# [WORK REQUEST]
The result should be every line that contains the word "buttons", taken from the material.

# [MATERIALS PROVIDED]

§

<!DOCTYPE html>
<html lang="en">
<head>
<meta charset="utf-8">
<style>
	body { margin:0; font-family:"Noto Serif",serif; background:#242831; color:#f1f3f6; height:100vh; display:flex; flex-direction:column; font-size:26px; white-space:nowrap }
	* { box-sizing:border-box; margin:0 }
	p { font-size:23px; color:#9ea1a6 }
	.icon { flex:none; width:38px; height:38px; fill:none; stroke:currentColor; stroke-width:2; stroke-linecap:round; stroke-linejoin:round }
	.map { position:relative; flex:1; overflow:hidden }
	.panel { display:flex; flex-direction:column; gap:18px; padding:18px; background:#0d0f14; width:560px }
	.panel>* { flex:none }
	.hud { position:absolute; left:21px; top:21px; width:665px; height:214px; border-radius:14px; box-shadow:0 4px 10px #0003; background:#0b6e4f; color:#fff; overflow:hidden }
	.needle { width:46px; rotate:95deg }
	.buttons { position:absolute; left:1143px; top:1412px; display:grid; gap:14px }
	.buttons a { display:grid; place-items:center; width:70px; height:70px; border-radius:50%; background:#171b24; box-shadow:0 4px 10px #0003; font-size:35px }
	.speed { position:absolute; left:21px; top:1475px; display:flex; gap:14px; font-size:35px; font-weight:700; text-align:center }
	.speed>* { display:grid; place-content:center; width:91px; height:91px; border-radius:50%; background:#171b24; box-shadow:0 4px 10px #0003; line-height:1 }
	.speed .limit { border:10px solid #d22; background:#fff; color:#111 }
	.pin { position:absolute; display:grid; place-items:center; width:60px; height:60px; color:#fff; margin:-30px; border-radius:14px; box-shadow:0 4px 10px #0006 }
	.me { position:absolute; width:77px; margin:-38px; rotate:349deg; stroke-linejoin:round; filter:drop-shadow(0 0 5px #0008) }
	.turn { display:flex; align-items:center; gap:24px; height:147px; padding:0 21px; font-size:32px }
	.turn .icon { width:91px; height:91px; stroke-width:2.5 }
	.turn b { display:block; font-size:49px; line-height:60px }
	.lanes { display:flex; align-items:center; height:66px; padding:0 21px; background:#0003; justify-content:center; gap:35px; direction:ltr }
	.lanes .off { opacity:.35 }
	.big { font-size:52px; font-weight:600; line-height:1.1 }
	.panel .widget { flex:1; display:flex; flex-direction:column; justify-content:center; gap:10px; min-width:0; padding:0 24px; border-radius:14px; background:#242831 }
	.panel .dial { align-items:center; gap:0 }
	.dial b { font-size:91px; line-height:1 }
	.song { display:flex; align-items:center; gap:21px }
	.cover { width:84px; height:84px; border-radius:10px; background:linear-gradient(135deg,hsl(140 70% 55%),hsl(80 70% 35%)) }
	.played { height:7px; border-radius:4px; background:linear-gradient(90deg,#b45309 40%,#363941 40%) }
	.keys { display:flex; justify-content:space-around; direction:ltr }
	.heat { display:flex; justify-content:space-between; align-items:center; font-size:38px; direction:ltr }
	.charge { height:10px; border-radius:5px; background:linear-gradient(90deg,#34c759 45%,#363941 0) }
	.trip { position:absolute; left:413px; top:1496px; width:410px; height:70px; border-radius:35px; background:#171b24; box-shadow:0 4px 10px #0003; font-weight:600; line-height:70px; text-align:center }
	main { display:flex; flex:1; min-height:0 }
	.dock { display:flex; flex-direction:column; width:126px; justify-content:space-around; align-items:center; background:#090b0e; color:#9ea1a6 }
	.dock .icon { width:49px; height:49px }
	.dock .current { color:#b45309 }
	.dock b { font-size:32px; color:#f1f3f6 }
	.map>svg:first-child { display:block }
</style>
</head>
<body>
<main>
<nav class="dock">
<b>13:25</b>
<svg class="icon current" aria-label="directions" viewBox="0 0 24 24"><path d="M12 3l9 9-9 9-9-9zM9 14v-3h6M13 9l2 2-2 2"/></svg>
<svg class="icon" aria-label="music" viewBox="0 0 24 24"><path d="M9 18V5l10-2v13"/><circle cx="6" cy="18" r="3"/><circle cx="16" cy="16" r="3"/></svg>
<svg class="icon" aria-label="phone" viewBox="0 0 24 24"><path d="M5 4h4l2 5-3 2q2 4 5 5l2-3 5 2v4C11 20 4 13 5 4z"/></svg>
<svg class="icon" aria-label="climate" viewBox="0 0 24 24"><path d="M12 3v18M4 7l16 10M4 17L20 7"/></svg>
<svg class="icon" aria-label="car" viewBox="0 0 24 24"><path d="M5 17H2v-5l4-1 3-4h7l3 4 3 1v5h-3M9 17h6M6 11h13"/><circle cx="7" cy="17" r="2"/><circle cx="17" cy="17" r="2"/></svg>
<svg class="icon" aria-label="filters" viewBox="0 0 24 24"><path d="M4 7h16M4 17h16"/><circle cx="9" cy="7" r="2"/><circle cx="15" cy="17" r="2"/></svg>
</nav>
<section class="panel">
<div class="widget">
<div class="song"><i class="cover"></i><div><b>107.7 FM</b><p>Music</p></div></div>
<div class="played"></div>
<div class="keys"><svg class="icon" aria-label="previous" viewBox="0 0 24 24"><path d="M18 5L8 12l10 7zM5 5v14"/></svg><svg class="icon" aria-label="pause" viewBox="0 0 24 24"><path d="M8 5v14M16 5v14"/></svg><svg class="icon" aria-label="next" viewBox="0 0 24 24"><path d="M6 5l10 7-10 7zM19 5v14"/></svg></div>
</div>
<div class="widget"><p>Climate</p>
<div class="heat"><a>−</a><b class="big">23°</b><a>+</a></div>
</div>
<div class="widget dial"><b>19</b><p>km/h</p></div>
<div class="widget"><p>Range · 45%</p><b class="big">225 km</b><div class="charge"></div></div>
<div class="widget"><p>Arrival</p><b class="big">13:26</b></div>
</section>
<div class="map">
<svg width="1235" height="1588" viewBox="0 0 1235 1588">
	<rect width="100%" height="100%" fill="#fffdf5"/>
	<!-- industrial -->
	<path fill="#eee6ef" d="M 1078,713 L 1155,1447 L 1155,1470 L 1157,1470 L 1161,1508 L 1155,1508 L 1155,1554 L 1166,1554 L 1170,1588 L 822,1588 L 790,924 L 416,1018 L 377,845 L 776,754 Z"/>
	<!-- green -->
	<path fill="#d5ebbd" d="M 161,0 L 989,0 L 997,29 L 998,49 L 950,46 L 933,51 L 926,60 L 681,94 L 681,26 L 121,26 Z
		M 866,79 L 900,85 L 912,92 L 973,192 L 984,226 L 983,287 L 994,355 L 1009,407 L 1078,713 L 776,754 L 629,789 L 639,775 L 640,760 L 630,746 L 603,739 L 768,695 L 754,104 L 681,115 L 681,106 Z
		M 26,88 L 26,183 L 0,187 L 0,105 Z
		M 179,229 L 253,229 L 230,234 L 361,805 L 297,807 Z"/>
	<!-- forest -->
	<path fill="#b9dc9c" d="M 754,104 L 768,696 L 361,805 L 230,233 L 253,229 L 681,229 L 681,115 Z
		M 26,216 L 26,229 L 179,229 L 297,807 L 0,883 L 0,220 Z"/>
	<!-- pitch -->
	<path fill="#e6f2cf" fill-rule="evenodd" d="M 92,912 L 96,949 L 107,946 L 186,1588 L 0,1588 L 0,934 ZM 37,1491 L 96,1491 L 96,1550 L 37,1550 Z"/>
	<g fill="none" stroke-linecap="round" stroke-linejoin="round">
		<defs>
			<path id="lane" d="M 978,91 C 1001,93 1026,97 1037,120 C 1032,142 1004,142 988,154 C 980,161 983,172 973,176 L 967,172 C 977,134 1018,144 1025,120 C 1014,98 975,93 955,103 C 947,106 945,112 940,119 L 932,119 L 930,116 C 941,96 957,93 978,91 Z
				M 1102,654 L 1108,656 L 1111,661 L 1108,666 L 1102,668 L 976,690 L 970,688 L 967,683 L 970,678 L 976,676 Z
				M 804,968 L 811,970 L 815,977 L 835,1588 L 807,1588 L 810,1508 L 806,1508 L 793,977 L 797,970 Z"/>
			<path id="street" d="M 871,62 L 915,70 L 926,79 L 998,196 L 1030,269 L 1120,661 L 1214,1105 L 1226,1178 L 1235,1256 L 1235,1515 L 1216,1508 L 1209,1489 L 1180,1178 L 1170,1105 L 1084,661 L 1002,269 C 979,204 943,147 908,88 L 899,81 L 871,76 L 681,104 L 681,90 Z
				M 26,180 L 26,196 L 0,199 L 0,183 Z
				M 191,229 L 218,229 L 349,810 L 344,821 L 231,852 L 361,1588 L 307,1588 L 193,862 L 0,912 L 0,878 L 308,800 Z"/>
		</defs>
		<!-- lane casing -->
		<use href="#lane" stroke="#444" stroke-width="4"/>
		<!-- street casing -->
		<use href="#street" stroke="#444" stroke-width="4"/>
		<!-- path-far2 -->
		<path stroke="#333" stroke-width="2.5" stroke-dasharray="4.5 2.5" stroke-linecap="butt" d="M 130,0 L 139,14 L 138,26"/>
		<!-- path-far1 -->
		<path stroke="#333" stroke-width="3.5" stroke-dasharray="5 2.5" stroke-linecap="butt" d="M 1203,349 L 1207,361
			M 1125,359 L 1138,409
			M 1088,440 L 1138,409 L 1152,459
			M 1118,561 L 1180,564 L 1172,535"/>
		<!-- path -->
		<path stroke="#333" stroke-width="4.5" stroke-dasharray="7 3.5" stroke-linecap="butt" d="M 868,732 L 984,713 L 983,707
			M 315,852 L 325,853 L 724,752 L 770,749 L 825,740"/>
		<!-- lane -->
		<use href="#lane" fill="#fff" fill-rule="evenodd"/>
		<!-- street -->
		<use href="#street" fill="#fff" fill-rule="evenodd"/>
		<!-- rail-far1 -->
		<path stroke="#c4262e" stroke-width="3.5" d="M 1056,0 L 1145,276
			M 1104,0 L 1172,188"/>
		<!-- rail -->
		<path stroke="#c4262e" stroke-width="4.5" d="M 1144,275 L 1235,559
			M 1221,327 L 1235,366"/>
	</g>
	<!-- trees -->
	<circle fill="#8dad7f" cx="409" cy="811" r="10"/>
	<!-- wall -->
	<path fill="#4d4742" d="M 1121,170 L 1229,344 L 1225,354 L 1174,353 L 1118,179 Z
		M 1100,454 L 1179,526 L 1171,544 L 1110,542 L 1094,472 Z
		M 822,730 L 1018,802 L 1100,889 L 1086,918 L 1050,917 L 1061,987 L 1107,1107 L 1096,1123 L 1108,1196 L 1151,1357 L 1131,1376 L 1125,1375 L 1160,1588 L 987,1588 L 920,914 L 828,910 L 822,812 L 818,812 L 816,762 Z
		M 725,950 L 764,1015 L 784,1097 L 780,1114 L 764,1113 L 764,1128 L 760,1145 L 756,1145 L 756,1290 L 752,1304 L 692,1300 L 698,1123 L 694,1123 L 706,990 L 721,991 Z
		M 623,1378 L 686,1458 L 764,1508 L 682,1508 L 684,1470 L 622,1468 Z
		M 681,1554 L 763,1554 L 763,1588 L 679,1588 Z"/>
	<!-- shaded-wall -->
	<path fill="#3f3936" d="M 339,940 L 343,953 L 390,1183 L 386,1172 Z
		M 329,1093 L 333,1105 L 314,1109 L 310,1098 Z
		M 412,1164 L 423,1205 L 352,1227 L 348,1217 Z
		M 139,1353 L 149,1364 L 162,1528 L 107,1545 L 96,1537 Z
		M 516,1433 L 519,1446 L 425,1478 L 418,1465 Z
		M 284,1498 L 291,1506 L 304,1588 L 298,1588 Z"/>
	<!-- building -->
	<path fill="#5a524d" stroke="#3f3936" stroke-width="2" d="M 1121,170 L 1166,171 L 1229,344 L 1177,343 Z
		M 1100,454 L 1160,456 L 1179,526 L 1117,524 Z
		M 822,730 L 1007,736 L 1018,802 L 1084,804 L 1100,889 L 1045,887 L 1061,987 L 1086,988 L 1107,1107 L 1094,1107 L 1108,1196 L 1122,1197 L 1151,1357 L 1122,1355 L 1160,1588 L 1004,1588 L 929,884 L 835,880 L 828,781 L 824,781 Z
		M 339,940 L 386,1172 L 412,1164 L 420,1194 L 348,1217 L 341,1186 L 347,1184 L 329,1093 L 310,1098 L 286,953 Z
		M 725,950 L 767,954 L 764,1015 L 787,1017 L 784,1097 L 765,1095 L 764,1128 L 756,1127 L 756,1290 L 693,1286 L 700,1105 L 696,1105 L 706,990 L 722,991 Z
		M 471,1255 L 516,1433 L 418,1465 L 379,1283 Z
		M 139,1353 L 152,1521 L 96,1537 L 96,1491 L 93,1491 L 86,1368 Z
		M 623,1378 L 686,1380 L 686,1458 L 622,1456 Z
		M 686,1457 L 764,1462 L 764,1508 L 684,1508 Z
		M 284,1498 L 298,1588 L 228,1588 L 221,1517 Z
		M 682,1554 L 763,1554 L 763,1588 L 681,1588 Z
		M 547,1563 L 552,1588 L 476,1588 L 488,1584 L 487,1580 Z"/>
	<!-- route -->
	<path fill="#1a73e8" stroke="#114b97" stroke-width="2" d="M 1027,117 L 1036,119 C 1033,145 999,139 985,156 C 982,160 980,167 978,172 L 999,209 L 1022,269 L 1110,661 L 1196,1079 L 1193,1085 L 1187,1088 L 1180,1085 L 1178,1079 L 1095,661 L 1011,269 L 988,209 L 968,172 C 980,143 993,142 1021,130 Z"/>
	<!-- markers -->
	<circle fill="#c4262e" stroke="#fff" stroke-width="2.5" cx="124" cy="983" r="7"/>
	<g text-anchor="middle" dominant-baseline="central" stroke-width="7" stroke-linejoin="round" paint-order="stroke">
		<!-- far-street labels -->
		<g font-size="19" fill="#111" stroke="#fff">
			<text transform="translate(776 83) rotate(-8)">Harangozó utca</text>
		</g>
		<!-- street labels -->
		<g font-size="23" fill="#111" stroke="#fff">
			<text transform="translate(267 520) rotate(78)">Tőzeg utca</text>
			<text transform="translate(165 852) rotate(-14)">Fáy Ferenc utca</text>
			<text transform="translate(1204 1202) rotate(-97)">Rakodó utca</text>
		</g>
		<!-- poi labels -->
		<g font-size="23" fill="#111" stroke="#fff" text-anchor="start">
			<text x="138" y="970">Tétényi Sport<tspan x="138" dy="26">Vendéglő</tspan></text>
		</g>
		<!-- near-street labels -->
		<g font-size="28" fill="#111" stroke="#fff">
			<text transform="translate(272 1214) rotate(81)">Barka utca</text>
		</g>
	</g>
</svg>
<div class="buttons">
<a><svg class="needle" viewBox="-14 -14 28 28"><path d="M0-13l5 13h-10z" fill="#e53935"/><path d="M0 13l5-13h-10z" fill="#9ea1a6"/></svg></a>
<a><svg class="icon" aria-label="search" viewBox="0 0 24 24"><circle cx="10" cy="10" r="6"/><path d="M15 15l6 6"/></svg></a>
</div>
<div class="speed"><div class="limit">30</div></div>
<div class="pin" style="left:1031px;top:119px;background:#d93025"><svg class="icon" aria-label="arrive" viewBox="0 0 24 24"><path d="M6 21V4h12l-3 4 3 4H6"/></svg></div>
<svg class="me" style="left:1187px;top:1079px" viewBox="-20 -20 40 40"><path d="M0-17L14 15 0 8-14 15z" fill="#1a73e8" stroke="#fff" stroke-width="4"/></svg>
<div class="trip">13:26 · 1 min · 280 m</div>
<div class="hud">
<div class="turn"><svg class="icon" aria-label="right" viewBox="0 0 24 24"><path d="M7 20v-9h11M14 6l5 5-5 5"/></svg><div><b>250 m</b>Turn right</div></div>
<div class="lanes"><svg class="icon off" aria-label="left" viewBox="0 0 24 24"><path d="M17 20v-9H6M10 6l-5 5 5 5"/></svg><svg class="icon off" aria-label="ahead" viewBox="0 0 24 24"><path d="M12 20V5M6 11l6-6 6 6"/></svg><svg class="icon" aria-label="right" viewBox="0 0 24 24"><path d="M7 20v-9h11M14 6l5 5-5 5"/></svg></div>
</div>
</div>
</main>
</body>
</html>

§

# [OUTPUT OF THE EXERCISE]
	.buttons { position:absolute; left:1143px; top:1412px; display:grid; gap:14px }
	.buttons a { display:grid; place-items:center; width:70px; height:70px; border-radius:50%; background:#171b24; box-shadow:0 4px 10px #0003; font-size:35px }
<div class="buttons">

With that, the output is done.